Tenemos también una situación fiscal, aunque peor que la del período 2003-2006, mucho mejor que la de los 80 y 90, con un nivel de endeudamiento muchísimo menor, lo que le otorga al Gobierno mucho margen de maniobra para evitar cualquier estrangulamiento externo y/o fiscal. Lamentablemente, esta situación fiscal se apoya en niveles excesivamente altos de presión impositiva, y también de gasto público, probablemente de muy baja calidad, poca transparencia, y escasa eficacia para combatir la pobreza.

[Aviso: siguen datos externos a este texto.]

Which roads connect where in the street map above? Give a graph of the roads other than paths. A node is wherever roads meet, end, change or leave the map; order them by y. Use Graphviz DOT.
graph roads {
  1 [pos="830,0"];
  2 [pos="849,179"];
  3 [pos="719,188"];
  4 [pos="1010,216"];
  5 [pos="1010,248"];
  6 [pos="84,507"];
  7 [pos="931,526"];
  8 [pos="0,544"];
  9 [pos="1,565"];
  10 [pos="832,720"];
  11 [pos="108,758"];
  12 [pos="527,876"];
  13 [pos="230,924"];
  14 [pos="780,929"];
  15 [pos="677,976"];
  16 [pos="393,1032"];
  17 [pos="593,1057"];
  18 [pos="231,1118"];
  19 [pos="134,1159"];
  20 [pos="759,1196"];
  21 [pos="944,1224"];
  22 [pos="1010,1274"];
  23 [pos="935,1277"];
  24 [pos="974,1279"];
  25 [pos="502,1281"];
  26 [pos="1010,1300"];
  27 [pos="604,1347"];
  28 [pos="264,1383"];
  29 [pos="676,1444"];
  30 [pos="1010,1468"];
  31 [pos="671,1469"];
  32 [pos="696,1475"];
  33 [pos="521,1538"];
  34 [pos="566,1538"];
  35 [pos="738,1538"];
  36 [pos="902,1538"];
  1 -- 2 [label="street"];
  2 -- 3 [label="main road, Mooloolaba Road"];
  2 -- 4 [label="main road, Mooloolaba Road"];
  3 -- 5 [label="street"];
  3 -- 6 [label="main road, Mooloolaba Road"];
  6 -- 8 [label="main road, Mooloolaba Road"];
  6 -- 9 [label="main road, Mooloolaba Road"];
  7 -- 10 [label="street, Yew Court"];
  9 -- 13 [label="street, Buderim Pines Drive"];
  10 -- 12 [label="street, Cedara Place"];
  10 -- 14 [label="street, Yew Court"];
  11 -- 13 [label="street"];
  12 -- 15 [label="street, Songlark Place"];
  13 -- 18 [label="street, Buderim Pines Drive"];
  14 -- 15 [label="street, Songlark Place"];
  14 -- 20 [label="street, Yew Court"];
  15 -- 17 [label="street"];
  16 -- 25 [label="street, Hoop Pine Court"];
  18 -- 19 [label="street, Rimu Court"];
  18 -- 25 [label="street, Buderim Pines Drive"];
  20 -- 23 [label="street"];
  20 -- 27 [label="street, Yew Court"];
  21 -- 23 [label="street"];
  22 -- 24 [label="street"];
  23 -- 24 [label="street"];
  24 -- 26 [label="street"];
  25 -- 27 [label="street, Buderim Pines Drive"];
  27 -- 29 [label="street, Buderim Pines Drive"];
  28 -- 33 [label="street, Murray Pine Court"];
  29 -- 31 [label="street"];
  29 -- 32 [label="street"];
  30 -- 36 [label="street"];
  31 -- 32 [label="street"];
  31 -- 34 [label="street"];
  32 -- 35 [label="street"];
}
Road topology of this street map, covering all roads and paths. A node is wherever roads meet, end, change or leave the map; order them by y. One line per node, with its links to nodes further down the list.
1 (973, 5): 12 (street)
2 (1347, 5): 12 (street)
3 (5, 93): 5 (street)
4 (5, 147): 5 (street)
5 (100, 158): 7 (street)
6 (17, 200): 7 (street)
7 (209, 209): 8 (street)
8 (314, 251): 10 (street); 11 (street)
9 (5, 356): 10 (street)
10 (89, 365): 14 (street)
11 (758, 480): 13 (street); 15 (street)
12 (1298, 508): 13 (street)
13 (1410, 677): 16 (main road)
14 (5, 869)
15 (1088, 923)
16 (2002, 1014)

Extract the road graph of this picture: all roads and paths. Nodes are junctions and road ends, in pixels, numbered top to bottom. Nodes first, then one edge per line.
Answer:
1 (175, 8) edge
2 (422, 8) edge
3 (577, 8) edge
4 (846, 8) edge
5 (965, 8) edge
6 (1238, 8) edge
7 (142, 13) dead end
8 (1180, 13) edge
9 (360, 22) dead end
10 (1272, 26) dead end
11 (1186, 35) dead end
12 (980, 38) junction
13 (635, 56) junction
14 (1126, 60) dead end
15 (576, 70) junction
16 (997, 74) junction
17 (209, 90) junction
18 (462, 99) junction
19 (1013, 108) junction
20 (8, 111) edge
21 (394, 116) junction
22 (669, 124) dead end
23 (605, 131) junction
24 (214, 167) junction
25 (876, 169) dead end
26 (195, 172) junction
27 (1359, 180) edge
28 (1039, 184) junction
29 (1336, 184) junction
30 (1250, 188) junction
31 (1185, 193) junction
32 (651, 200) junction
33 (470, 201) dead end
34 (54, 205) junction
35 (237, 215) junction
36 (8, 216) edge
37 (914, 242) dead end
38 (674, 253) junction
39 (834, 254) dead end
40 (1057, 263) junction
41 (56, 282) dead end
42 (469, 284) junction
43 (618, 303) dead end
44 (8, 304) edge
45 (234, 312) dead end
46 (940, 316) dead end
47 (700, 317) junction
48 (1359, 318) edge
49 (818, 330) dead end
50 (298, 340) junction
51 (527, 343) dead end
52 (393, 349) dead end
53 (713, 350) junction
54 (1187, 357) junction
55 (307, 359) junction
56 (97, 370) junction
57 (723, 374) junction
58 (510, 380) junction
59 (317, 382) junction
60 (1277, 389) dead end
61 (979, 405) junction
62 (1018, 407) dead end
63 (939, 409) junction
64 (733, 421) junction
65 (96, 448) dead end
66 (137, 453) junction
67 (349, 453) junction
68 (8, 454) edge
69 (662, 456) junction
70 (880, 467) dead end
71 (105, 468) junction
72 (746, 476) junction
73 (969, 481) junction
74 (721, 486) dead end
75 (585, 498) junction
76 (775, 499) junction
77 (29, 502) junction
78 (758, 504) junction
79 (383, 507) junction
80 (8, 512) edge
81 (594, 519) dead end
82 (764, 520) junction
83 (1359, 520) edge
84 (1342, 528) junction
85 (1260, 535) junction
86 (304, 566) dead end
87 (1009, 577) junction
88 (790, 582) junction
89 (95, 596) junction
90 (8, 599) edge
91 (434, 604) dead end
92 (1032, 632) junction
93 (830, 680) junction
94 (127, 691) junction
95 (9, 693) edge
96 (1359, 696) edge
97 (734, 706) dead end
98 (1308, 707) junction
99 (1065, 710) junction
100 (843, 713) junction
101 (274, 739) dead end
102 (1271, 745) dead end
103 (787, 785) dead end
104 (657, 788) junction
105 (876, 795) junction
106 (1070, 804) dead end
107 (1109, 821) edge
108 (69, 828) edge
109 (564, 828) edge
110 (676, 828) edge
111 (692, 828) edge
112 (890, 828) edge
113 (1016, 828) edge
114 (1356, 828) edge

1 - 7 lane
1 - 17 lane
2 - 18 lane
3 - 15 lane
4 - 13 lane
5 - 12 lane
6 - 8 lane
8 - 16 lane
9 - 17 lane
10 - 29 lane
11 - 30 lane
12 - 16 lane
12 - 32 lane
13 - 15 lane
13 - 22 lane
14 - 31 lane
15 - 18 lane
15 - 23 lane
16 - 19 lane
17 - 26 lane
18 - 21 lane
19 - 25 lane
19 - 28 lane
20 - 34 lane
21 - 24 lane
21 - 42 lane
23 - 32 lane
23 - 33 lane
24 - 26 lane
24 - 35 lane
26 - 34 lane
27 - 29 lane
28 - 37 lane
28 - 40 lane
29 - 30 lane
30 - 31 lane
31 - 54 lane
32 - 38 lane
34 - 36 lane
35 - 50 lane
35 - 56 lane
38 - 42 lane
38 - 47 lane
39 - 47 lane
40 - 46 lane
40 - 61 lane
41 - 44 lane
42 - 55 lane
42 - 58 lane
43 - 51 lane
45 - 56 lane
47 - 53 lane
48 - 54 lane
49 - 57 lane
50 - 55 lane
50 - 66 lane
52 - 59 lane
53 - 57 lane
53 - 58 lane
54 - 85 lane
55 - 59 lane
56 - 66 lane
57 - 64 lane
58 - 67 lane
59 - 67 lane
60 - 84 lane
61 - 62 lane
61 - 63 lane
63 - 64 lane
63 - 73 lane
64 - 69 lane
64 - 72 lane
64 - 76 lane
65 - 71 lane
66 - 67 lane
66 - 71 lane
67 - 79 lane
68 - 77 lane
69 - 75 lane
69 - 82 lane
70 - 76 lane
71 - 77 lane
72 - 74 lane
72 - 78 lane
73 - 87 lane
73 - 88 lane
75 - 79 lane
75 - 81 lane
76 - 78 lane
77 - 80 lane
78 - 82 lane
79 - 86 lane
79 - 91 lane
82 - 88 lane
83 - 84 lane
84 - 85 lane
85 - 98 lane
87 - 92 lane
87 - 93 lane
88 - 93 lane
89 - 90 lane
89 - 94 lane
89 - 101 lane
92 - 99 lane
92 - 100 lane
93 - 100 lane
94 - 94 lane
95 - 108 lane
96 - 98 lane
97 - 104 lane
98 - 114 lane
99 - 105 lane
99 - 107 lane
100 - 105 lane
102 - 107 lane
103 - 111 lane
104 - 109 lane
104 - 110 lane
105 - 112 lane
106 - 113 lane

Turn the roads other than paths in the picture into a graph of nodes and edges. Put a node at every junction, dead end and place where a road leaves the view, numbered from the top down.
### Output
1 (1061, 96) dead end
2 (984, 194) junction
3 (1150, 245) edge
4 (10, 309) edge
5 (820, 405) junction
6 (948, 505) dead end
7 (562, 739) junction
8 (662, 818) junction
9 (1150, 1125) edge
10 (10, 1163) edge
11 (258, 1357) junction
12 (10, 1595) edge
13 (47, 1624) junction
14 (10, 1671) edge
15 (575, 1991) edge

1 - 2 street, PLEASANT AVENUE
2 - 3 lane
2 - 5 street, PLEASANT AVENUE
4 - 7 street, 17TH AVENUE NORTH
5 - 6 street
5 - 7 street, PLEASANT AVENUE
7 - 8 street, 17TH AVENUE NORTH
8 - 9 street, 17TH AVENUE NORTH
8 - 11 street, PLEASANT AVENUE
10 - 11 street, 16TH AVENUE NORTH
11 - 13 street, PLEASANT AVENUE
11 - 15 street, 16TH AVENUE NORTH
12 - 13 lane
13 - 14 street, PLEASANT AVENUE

Los altos niveles de reservas constituyen también un “ansiolítico” en el sistema financiero, aunque el fuerte crecimiento de las importaciones amenaza con eliminar el superávit comercial, lo que explica las marañas de controles que están implementando para demorar y frenar las compras en el exterior. El peso está apreciado, si lo comparamos con el dólar, como lo estuvo otras veces en el pasado, y hoy Miami está lleno de argentinos disfrutando de la “plata dulce”. Pero también están brasileros, chilenos y europeos, porque la debilidad del dólar es un problema mundial. Si los EE.UU. cambiasen sus prioridades económicas y decidiesen subir las tasas de interés, esta bonanza tendría un abrupto final.
La enorme diferencia, y este es el gran riesgo, es que esos países pueden devaluar sus monedas sin consecuencias adversas, mientras que en nuestro país, con una inflación del 25%, cualquier ajuste cambiario importante puede disparar una aceleración inflacionaria.
Tareas. Cualquiera que sea el que gane las elecciones de octubre tiene que encarar las soluciones a estos desequilibrios, en forma gradual, pero decidida. No hacen falta shocks recesivos ni enfriar la economía, ni mucho menos generar más pobreza de la que ya abunda en el país.
Hace falta revisar las partidas del gasto público, especialmente los subsidios, para reducir el consumo de los sectores de mayores ingresos. Ese impacto recesivo se compensaría con creces con la inversión que acompañaría una revisión de tarifas públicas. En ese contexto, y con un Indec creíble, se podría implementar una pauta descendente de inflación, que cree las condiciones para atraer inversiones productivas y retomar con éxito la batalla contra la pobreza.